Open twenty Skyrim graphics threads and half of them are running the same argument: ENB or Community Shaders. For about a decade ENB was the answer if you wanted Skyrim to stop looking like 2011, and you paid for it in frames. Then Community Shaders turned up, free and built into the game through SKSE, and suddenly the terrain in people’s screenshots looked wet and layered without the usual tax on the framerate.
The trouble with any of this is that graphics mods are almost impossible to judge from a gallery. Ten glossy shots of someone else’s load order, shot in scenes you’ll never stand in, tell you nothing about what one addon does on your rig. So here is Community Shaders the only honest way: the same spot, vanilla on one side, the shader on the other, with a handle you drag.
What Community Shaders actually is
Community Shaders is a free, open-source rendering framework for Skyrim Special Edition and AE. Instead of bolting a whole new post-processing layer on top of the game the way ENB does, it works inside Skyrim’s own shaders through SKSE, fixing long-standing visual bugs and adding modern rendering techniques as optional plugins. You install the core, then pick the addons you want: terrain parallax, screen-space effects, water and grass upgrades, and so on.
Two things make it different from ENB in practice. It’s modular, so you take only the pieces you want and leave the rest. And it usually runs at or above vanilla framerates rather than costing you the chunk of performance ENB is known for. One thing to know before you start: it’s flatly incompatible with ENB running at the same time. Install both and Community Shaders shuts its own features off to stop the game crashing. You can’t run the two together, so you’re choosing one or the other from the start.
Terrain is where you see it first
The addons that pulled people over are the terrain ones, because vanilla Skyrim ground is where the age shows worst: flat, low-detail dirt that looks painted on. Community Shaders gives it actual depth.
Terrain parallax, through the Terrain Blending addon, makes the surface read as if it has real relief instead of a flat texture. Snow banks up, rocks sit down in the dirt instead of floating on top of it, and the seams where two ground textures meet stop looking like tile edges. Drag this one and watch the ground near the bottom of the frame:
Then there’s variation. Vanilla stamps the same ground texture over and over, so a hillside becomes an obvious repeating pattern the second you notice it, and you can’t un-notice it. Davo0411’s Terrain Variation addon breaks that up, so the same patch of grass or rock isn’t cloned identically across the whole slope:
Roads are the third piece, and a good example of Community Shaders making a separate mod look better than it manages alone. A mesh mod like Blended Roads reshapes the road so it sinks into the ground around it instead of riding on a raised strip. With terrain blending working underneath, the edges actually melt into the grass:
None of these really land in a still. You have to watch the ground change under the same shot, which is why a mod page full of glamour screenshots tends to undersell exactly this kind of work.

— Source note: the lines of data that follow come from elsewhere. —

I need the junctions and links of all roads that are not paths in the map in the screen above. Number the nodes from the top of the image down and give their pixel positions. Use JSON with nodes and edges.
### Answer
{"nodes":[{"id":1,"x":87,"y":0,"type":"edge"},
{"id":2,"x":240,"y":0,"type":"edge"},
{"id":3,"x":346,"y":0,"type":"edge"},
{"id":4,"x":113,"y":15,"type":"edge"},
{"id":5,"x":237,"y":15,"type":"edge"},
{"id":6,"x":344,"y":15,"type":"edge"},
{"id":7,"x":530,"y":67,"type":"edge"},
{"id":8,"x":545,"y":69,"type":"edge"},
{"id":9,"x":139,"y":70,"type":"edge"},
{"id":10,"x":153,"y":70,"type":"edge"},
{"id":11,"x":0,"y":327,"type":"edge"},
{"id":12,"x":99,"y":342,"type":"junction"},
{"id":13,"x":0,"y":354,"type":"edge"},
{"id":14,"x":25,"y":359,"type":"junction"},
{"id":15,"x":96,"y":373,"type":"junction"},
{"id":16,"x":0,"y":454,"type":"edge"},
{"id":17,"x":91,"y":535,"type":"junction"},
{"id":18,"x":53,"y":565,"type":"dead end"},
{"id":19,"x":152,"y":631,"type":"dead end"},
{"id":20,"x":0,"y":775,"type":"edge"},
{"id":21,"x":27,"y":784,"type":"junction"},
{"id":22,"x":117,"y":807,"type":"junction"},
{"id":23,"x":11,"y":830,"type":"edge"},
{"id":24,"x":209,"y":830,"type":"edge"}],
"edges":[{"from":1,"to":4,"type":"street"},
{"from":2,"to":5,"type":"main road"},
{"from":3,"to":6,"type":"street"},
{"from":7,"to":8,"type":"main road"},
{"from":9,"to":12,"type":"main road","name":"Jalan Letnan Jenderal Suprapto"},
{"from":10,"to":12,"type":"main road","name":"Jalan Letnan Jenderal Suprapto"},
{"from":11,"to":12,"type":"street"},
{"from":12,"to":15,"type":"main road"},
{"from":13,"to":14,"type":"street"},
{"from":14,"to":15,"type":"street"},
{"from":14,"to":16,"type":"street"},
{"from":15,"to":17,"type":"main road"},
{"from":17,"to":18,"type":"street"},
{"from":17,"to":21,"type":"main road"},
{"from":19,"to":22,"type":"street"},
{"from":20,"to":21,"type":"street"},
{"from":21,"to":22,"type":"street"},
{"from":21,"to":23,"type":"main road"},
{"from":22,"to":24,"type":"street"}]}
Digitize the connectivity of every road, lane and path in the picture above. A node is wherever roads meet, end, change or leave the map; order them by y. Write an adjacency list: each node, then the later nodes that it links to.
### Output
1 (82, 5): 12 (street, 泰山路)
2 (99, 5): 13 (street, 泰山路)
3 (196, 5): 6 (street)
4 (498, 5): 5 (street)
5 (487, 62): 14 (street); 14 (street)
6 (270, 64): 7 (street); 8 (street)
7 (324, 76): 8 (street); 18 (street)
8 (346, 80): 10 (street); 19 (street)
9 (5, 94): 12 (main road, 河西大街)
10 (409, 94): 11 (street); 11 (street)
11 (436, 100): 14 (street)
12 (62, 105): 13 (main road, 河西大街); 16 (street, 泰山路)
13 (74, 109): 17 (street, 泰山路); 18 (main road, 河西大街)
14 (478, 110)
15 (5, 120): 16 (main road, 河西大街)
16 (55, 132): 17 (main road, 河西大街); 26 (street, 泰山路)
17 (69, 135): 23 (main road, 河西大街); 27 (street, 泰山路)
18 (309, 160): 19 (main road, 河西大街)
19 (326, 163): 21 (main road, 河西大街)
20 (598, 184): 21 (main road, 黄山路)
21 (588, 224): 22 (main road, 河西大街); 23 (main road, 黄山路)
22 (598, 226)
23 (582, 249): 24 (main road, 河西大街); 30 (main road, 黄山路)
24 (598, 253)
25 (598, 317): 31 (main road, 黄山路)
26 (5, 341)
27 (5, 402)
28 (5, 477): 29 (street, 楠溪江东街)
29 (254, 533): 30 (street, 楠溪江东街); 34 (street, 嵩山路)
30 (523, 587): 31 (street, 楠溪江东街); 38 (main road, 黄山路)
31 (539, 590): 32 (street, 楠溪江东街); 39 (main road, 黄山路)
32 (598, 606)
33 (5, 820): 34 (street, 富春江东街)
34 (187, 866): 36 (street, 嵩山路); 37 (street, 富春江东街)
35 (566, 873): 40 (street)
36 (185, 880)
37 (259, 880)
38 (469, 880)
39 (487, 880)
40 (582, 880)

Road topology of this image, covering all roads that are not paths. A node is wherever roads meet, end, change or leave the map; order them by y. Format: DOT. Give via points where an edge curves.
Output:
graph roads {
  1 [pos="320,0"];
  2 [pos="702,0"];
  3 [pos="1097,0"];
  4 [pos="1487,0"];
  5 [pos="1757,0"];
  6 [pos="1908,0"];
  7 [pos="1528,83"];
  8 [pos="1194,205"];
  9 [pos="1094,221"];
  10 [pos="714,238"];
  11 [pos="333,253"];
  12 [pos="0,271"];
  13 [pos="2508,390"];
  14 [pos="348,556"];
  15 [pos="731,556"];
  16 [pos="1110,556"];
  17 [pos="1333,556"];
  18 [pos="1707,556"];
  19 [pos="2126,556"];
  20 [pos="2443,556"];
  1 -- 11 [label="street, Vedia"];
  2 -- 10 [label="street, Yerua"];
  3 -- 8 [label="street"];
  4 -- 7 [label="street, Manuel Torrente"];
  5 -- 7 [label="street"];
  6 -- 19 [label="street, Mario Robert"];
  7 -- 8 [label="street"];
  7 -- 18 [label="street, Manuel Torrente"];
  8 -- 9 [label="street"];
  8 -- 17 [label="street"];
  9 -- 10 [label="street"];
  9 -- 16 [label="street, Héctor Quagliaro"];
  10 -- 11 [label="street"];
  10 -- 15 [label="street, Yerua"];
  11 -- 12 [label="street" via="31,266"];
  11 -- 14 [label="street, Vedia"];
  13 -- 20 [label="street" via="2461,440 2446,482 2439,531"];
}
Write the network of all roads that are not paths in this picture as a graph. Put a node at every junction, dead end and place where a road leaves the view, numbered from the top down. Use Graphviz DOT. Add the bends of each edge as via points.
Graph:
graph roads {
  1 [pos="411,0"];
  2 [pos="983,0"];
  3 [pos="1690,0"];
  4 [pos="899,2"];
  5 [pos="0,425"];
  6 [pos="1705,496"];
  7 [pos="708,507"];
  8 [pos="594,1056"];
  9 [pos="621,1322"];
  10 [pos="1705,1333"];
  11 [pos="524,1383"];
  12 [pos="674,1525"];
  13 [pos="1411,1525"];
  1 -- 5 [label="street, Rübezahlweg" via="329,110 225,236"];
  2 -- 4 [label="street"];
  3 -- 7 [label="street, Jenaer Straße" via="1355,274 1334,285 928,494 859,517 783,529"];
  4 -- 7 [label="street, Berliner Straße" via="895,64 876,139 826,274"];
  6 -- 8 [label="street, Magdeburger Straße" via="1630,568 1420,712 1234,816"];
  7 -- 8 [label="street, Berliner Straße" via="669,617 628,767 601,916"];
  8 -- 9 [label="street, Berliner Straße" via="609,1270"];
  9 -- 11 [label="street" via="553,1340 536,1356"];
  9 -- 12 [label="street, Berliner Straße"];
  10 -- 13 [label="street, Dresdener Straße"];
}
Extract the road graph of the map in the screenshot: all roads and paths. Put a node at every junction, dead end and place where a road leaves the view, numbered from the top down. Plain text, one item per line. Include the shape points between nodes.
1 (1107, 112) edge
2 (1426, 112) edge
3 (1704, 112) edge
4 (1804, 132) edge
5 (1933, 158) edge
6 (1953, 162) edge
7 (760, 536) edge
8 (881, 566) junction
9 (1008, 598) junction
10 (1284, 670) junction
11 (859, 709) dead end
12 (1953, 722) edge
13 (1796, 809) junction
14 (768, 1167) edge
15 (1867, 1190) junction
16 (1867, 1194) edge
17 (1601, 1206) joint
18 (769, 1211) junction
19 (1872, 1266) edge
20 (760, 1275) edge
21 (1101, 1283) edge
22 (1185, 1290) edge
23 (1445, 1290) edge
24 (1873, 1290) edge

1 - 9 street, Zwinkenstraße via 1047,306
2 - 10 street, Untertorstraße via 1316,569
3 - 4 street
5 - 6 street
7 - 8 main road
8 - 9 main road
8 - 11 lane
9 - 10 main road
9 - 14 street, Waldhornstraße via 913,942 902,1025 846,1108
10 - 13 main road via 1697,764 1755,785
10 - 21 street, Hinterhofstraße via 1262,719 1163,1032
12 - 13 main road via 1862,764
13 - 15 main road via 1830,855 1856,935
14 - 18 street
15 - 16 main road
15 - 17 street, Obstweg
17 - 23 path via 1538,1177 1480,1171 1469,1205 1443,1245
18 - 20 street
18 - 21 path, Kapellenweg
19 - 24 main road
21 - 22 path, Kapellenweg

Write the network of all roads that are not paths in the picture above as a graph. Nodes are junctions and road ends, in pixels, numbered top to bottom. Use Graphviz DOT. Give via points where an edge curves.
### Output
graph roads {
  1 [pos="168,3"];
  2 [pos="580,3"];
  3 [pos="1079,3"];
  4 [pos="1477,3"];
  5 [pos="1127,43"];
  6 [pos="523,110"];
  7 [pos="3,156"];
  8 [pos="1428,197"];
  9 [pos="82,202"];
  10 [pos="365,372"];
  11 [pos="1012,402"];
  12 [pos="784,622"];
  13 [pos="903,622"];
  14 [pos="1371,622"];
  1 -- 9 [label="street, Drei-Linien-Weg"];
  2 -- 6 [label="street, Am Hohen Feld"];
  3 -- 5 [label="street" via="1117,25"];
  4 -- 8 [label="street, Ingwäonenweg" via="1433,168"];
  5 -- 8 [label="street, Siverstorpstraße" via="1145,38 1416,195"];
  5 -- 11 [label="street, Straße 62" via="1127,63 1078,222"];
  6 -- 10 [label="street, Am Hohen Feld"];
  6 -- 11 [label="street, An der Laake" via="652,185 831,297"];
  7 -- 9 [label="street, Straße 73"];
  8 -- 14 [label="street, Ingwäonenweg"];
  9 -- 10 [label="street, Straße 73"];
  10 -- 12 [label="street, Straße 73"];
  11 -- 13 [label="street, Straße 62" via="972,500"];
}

How to compare it fairly on your own game
If you’re testing Community Shaders yourself, a few habits keep the comparison honest, because it’s easy to talk yourself into a bigger difference than there is.
Shoot the same frame. Open the console, tfc 1 freezes the camera and time, tm hides the HUD. Take the vanilla shot, toggle the addon, shoot again without nudging the camera. A two-pixel drift between the frames reads as blur and wrecks the whole thing.
Lock the weather and the time of day. Terrain and lighting change completely between an overcast morning and a clear noon, so force one weather from the console and both shots share a sky. Otherwise your before and after is really just two different afternoons.
Save as PNG, not JPEG. Compression eats the fine detail these mods add, which means you’d be comparing away the exact thing you set out to show.
Then drop the two shots into imgi, drag the handle to check they line up, label the sides Vanilla and the addon’s name, and you’ve got a permanent link to paste on a mod page or in a thread. Free, no signup. If you want to show a whole terrain setup at once, an album holds a run of these behind a single link.
So, ENB or Community Shaders?
It depends on what you’re after, and the sliders above are only half the story. Community Shaders wins on performance, and it stays out of your way. Its terrain work is ahead of what most ENB presets bother with. ENB still holds the edge on heavy cinematic looks, deep shadows, and the specific preset aesthetics people have spent years dialing in. We covered that side in Skyrim ENB before and after, and the wider split in ENB vs ReShade.
What doesn’t change is how you decide. Not from a stranger’s screenshots, but from one scene flipped back and forth on your own hardware. Load the addon, shoot the pair, drag the handle. Whatever survives that is the one worth keeping.
Mods shown, and credit
Every mod in this post is free on Nexus. Thanks to the authors who built them and shot the comparisons:
- Terrain Blending - Community Shaders by doodlum
- Terrain Variation - Community Shaders by Davo0411
- Blended Roads by T4gtr34um3r
Cover photo by Fabrizio Conti on Unsplash.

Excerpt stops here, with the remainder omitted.